* Work order
Some lines in the entries contain the word "Vuda". Copy all of them.

(Collected data entries)
================
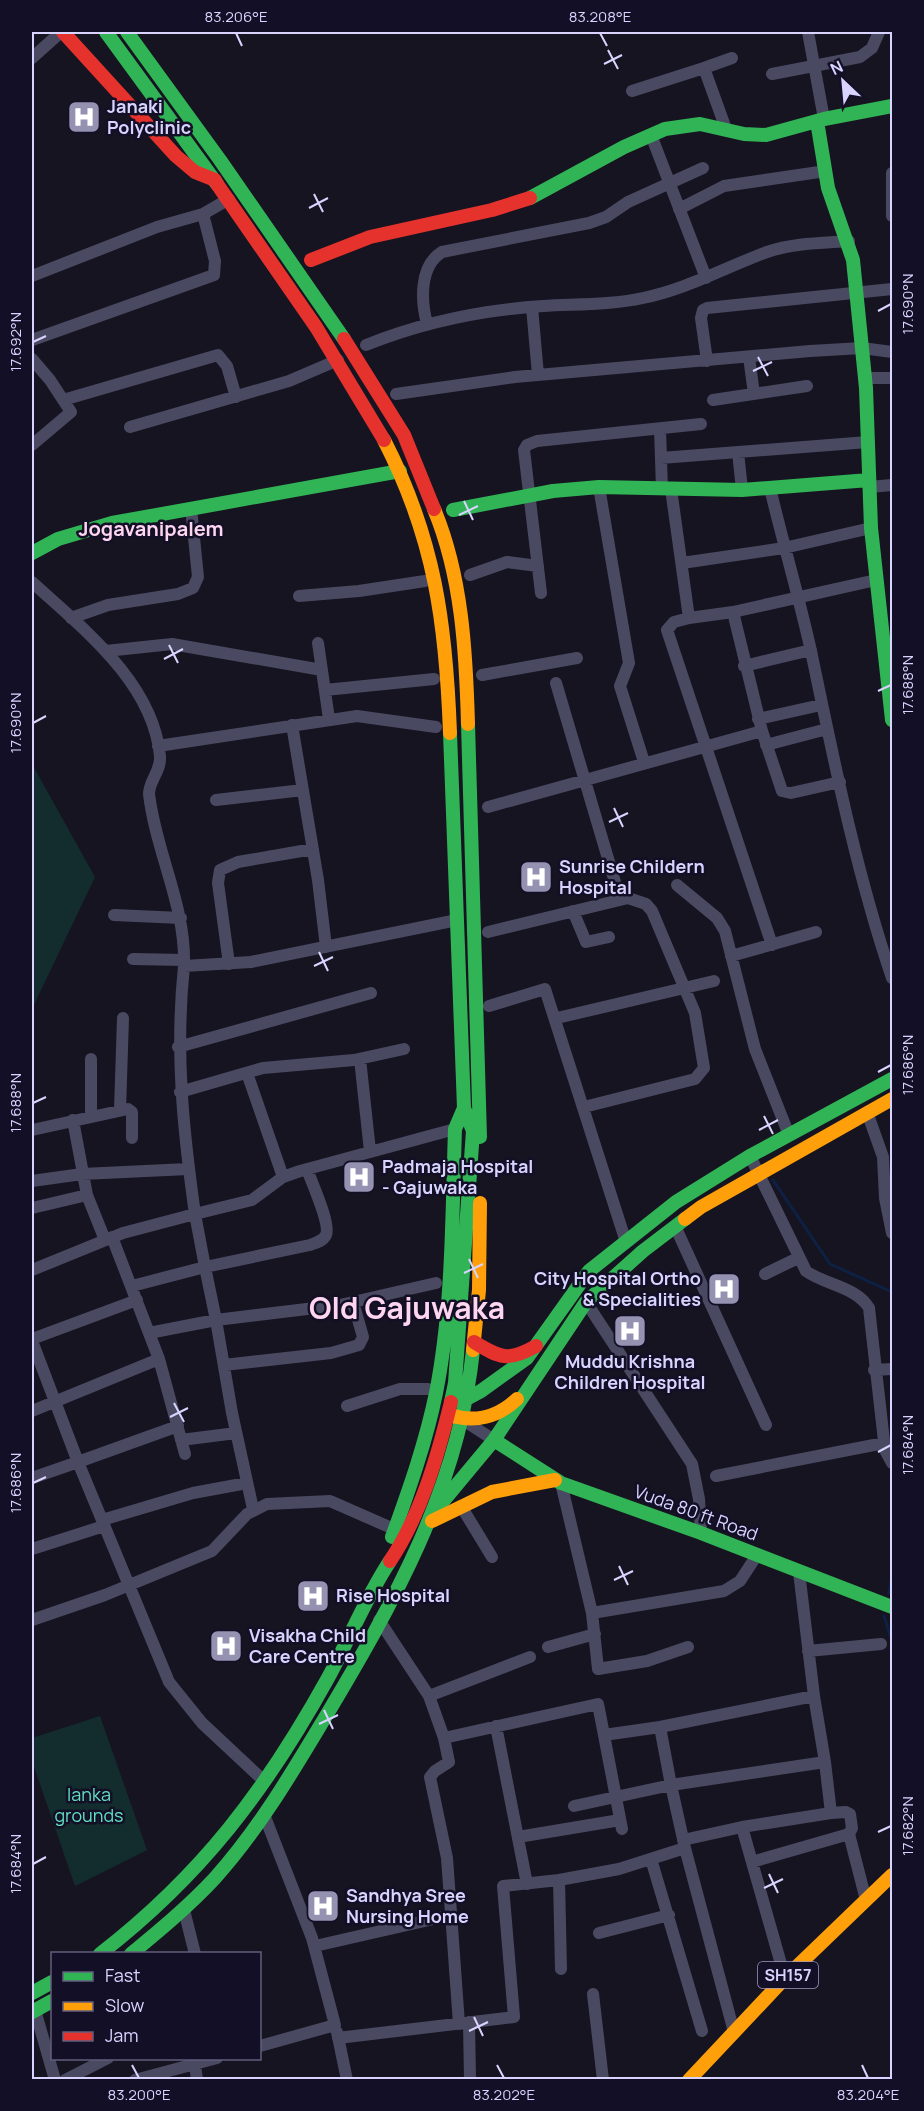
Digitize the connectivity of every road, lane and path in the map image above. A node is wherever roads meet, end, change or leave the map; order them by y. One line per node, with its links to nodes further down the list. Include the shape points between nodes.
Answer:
1 (62, 32): 7 (street); 20 (main road, via 176,156 195,172)
2 (106, 32): 20 (main road)
3 (127, 32): 143 (main road, via 363,369 404,435 442,528 458,588 467,685)
4 (808, 32): 9 (street)
5 (879, 32): 6 (street); 9 (street, via 864,55)
6 (892, 37)
7 (32, 58)
8 (732, 58): 10 (street)
9 (812, 66): 11 (street); 14 (street)
10 (704, 68): 12 (street); 15 (street)
11 (772, 74)
12 (632, 91)
13 (892, 106): 14 (main road)
14 (820, 120): 15 (main road, via 766,135); 18 (main road)
15 (726, 129): 16 (main road, via 700,124)
16 (651, 135): 21 (street); 27 (main road, via 536,196 492,210 370,237)
17 (703, 168): 21 (street)
18 (826, 171): 23 (street, via 724,186); 26 (main road, via 828,188)
19 (892, 173): 25 (street)
20 (215, 180): 22 (main road)
21 (670, 183): 23 (street); 33 (street, via 589,223 442,252 431,261 425,279 422,300)
22 (229, 199): 24 (street); 40 (main road)
23 (680, 209): 29 (street)
24 (203, 214): 28 (street); 34 (street, via 217,270 214,275)
25 (892, 216)
26 (849, 241): 29 (street, via 768,252); 31 (main road)
27 (311, 260)
28 (32, 276)
29 (706, 278): 32 (street, via 642,298 585,306)
30 (892, 289): 31 (street)
31 (855, 295): 36 (main road); 41 (street, via 707,308 701,318)
32 (532, 307): 33 (street); 42 (street)
33 (427, 324): 35 (street)
34 (32, 340)
35 (366, 345)
36 (862, 348): 37 (street); 38 (street); 43 (main road)
37 (892, 352)
38 (749, 357): 41 (street); 47 (street)
39 (32, 359): 49 (street)
40 (338, 360): 48 (street, via 289,381); 58 (main road, via 365,402)
41 (707, 361): 42 (street)
42 (538, 375): 46 (street)
43 (865, 378): 44 (street); 54 (main road)
44 (892, 378)
45 (807, 386): 47 (street)
46 (396, 394)
47 (754, 394): 50 (street)
48 (236, 397): 49 (street, via 227,366 218,355); 52 (street)
49 (63, 400): 55 (street, via 70,416)
50 (714, 400)
51 (701, 424): 53 (street)
52 (130, 428)
53 (660, 429): 57 (street); 65 (street, via 531,442 524,450)
54 (868, 442): 56 (street); 59 (main road)
55 (32, 445)
56 (738, 452): 57 (street); 64 (street)
57 (661, 459): 63 (street)
58 (400, 471): 66 (main road); 119 (main road, via 437,581 443,615)
59 (869, 484): 60 (street); 62 (main road); 68 (main road)
60 (892, 485)
61 (599, 487): 63 (main road); 65 (main road); 107 (street, via 629,663 620,686)
62 (770, 488): 64 (main road); 69 (street)
63 (667, 489): 64 (main road); 71 (street)
64 (742, 490)
65 (530, 496): 67 (main road); 72 (street)
66 (191, 508): 70 (main road, via 82,530); 81 (street, via 198,577 193,588 108,605)
67 (453, 510)
68 (871, 528): 69 (street); 74 (main road)
69 (784, 548): 71 (street); 79 (street)
70 (32, 553)
71 (682, 563): 82 (street)
72 (538, 566): 73 (street, via 507,562); 77 (street)
73 (470, 575)
74 (876, 580): 79 (street); 83 (main road)
75 (425, 581): 78 (street)
76 (32, 582): 81 (street)
77 (541, 593)
78 (298, 596)
79 (797, 597): 80 (street); 85 (street)
80 (733, 612): 82 (street); 89 (street)
81 (71, 618): 86 (street)
82 (689, 618): 106 (street, via 674,622 667,630)
83 (888, 627): 88 (main road)
84 (318, 643): 90 (street)
85 (811, 650): 89 (street); 95 (street)
86 (106, 651): 90 (street, via 172,644); 105 (street, via 132,684)
87 (577, 658): 91 (street)
88 (890, 659): 96 (main road)
89 (744, 666): 98 (street)
90 (322, 670): 94 (street)
91 (483, 675)
92 (435, 679): 94 (street)
93 (556, 683): 108 (street)
94 (325, 690): 97 (street)
95 (821, 705): 98 (street); 102 (street)
96 (892, 715): 99 (main road)
97 (329, 719): 100 (street); 101 (street, via 367,717)
98 (758, 719): 103 (street)
99 (892, 720)
100 (292, 725): 105 (street); 110 (street)
101 (436, 727)
102 (827, 729): 104 (street); 109 (street)
103 (762, 731): 104 (street); 106 (street)
104 (766, 745): 109 (street, via 782,791 791,793)
105 (158, 746): 118 (street, via 159,769 149,794)
106 (707, 746): 107 (street); 123 (street)
107 (644, 762): 108 (street)
108 (584, 780): 112 (street); 115 (street)
109 (840, 782): 129 (street, via 873,919)
110 (303, 790): 111 (street); 113 (street)
111 (216, 800)
112 (488, 807)
113 (313, 849): 124 (street); 128 (street, via 238,862 220,870 218,884)
114 (677, 885): 125 (street, via 717,918)
115 (620, 899): 116 (street); 131 (street, via 638,899 652,911)
116 (573, 911): 120 (street); 122 (street, via 586,942)
117 (114, 915): 118 (street)
118 (181, 918): 127 (street)
119 (457, 920): 124 (street); 145 (main road)
120 (488, 932)
121 (816, 932): 123 (street)
122 (609, 937)
123 (772, 945): 125 (street)
124 (326, 947): 128 (street)
125 (731, 956): 153 (street, via 754,1049)
126 (133, 959): 127 (street)
127 (184, 963): 128 (street); 136 (street)
128 (229, 964)
129 (892, 978)
130 (714, 981): 131 (street)
131 (685, 987): 135 (street); 146 (street, via 699,1029 704,1061 700,1075)
132 (370, 993): 136 (street)
133 (489, 1006): 135 (street, via 545,989)
134 (123, 1018): 147 (street)
135 (557, 1018): 146 (street)
136 (178, 1047): 142 (street)
137 (404, 1049): 139 (street)
138 (91, 1059): 149 (street)
139 (360, 1059): 140 (street, via 281,1065); 155 (street)
140 (247, 1072): 142 (street); 161 (street)
141 (892, 1079): 153 (main road)
142 (180, 1092): 157 (street)
143 (487, 1094): 145 (main road); 183 (main road)
144 (892, 1099): 148 (main road)
145 (464, 1102): 151 (main road); 191 (main road, via 473,1131 458,1360)
146 (584, 1107): 170 (street)
147 (120, 1110): 149 (street); 154 (street, via 128,1108 132,1112)
148 (867, 1112): 159 (main road); 164 (street, via 883,1157)
149 (91, 1115): 150 (street)
150 (73, 1119): 152 (street); 160 (street)
151 (455, 1129): 155 (street); 222 (main road, via 448,1295 437,1385 428,1428)
152 (32, 1130)
153 (789, 1135): 156 (main road)
154 (132, 1138)
155 (370, 1151): 158 (street)
156 (750, 1156): 159 (street); 170 (main road, via 676,1202)
157 (189, 1168): 160 (street); 166 (street)
158 (307, 1169): 161 (street); 172 (street, via 326,1223 322,1240)
159 (759, 1172): 167 (main road); 171 (street)
160 (82, 1174): 162 (street); 163 (street)
161 (283, 1177): 166 (street, via 252,1200)
162 (32, 1181)
163 (87, 1195): 165 (street); 169 (street)
164 (889, 1197): 168 (street)
165 (32, 1208)
166 (195, 1214): 169 (street); 172 (street)
167 (675, 1226): 179 (main road); 198 (street)
168 (892, 1233)
169 (108, 1239): 173 (street); 176 (street)
170 (626, 1242): 184 (main road, via 579,1282)
171 (798, 1258): 174 (street); 188 (street, via 816,1278 865,1301 872,1320)
172 (205, 1267): 176 (street); 180 (street)
173 (32, 1270)
174 (765, 1274)
175 (436, 1283): 178 (street)
176 (132, 1286): 177 (street)
177 (137, 1300): 181 (street); 182 (street)
178 (354, 1302): 180 (street); 186 (street, via 363,1337 353,1348)
179 (586, 1302): 189 (main road); 218 (street, via 692,1464)
180 (216, 1320): 181 (street); 186 (street)
181 (149, 1333): 185 (street)
182 (32, 1340): 193 (street)
183 (474, 1342): 184 (main road, via 504,1359); 192 (main road)
184 (536, 1346): 192 (main road, via 510,1372)
185 (159, 1359): 193 (street); 199 (street)
186 (224, 1365): 200 (street)
187 (892, 1369): 188 (street)
188 (874, 1370): 203 (street)
189 (532, 1383): 197 (main road, via 503,1411); 202 (main road)
190 (428, 1389): 194 (street, via 400,1389)
191 (452, 1398): 192 (main road); 196 (main road)
192 (468, 1398): 197 (main road)
193 (55, 1402): 195 (street); 205 (street)
194 (347, 1406)
195 (32, 1411)
196 (447, 1414): 197 (main road); 208 (main road)
197 (463, 1420): 202 (street); 212 (main road)
198 (766, 1425)
199 (178, 1426): 201 (street); 205 (street)
200 (236, 1433): 201 (street); 211 (street)
201 (181, 1440): 204 (street)
202 (494, 1440): 210 (main road, Vuda 80 ft Road); 215 (main road)
203 (884, 1443): 206 (street); 207 (street)
204 (185, 1454)
205 (78, 1462): 209 (street); 216 (street)
206 (892, 1463)
207 (716, 1476)
208 (426, 1477): 212 (main road); 222 (main road, via 413,1515)
209 (32, 1478)
210 (558, 1482): 213 (main road, via 492,1492); 218 (main road, Vuda 80 ft Road); 226 (street)
211 (247, 1483): 214 (street); 216 (street, via 193,1493)
212 (442, 1484): 215 (main road)
213 (461, 1506): 215 (main road); 221 (street)
214 (253, 1509): 217 (street, via 330,1501); 224 (street, via 212,1551)
215 (433, 1516): 228 (main road)
216 (103, 1523): 219 (street); 224 (street)
217 (387, 1526)
218 (701, 1533): 220 (main road, Vuda 80 ft Road)
219 (32, 1549)
220 (757, 1556): 223 (main road, Vuda 80 ft Road); 226 (street, via 740,1581 724,1591)
221 (492, 1557)
222 (385, 1568): 242 (main road, via 322,1690)
223 (799, 1572): 225 (main road, Vuda 80 ft Road); 233 (street)
224 (127, 1585): 227 (street); 242 (street, via 169,1682 202,1723)
225 (892, 1607)
226 (592, 1613): 229 (street)
227 (32, 1620)
228 (380, 1620): 235 (street); 247 (main road)
229 (595, 1634): 231 (street); 232 (street, via 598,1669 647,1661)
230 (881, 1644): 233 (street)
231 (548, 1647)
232 (688, 1647)
233 (808, 1651): 236 (street)
234 (530, 1657): 235 (street)
235 (429, 1696): 240 (street)
236 (814, 1696): 238 (street); 241 (street)
237 (496, 1726): 239 (street, via 598,1704); 240 (street); 250 (street)
238 (660, 1727): 239 (street); 243 (street)
239 (604, 1735): 244 (street)
240 (444, 1738): 259 (street, via 449,1762 430,1777 447,1858)
241 (825, 1762): 243 (street); 246 (street)
242 (264, 1781): 263 (main road, via 194,1873 158,1908)
243 (671, 1785): 244 (street); 251 (street)
244 (616, 1797): 245 (street); 250 (street, via 621,1824)
245 (574, 1806)
246 (831, 1813): 248 (street); 249 (street, via 850,1814)
247 (265, 1817): 258 (main road); 262 (street)
248 (742, 1827): 251 (street); 253 (street)
249 (849, 1834): 253 (street); 257 (street)
250 (518, 1838): 256 (street)
251 (684, 1844): 252 (street); 276 (street)
252 (651, 1860): 255 (street); 260 (street)
253 (752, 1862): 267 (street)
254 (892, 1875): 257 (main road, SH157)
255 (558, 1881): 256 (street); 266 (street)
256 (527, 1884): 273 (street, via 503,1886 514,2017)
257 (866, 1900): 267 (main road, SH157)
258 (184, 1910): 264 (main road); 265 (street)
259 (451, 1915): 262 (street); 273 (street)
260 (669, 1915): 261 (street); 275 (street)
261 (599, 1933)
262 (315, 1946): 274 (street)
263 (101, 1952)
264 (132, 1952)
265 (195, 1952)
266 (561, 1969)
267 (784, 1978): 276 (main road, SH157)
268 (51, 1983): 269 (main road)
269 (32, 1993)
270 (593, 1994): 288 (street)
271 (51, 2002): 272 (main road)
272 (33, 2011): 282 (street)
273 (464, 2023): 277 (street); 287 (street)
274 (335, 2025): 277 (street); 278 (street)
275 (702, 2031)
276 (734, 2032): 289 (main road, SH157)
277 (338, 2038): 286 (street)
278 (261, 2046)
279 (104, 2060): 283 (street)
280 (210, 2060): 281 (street)
281 (195, 2064): 284 (street); 285 (street)
282 (55, 2079)
283 (65, 2079)
284 (135, 2079)
285 (197, 2079)
286 (347, 2079)
287 (470, 2079)
288 (603, 2079)
289 (690, 2079)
================
* Answer to the problem
202 (494, 1440): 210 (main road, Vuda 80 ft Road); 215 (main road)
210 (558, 1482): 213 (main road, via 492,1492); 218 (main road, Vuda 80 ft Road); 226 (street)
218 (701, 1533): 220 (main road, Vuda 80 ft Road)
220 (757, 1556): 223 (main road, Vuda 80 ft Road); 226 (street, via 740,1581 724,1591)
223 (799, 1572): 225 (main road, Vuda 80 ft Road); 233 (street)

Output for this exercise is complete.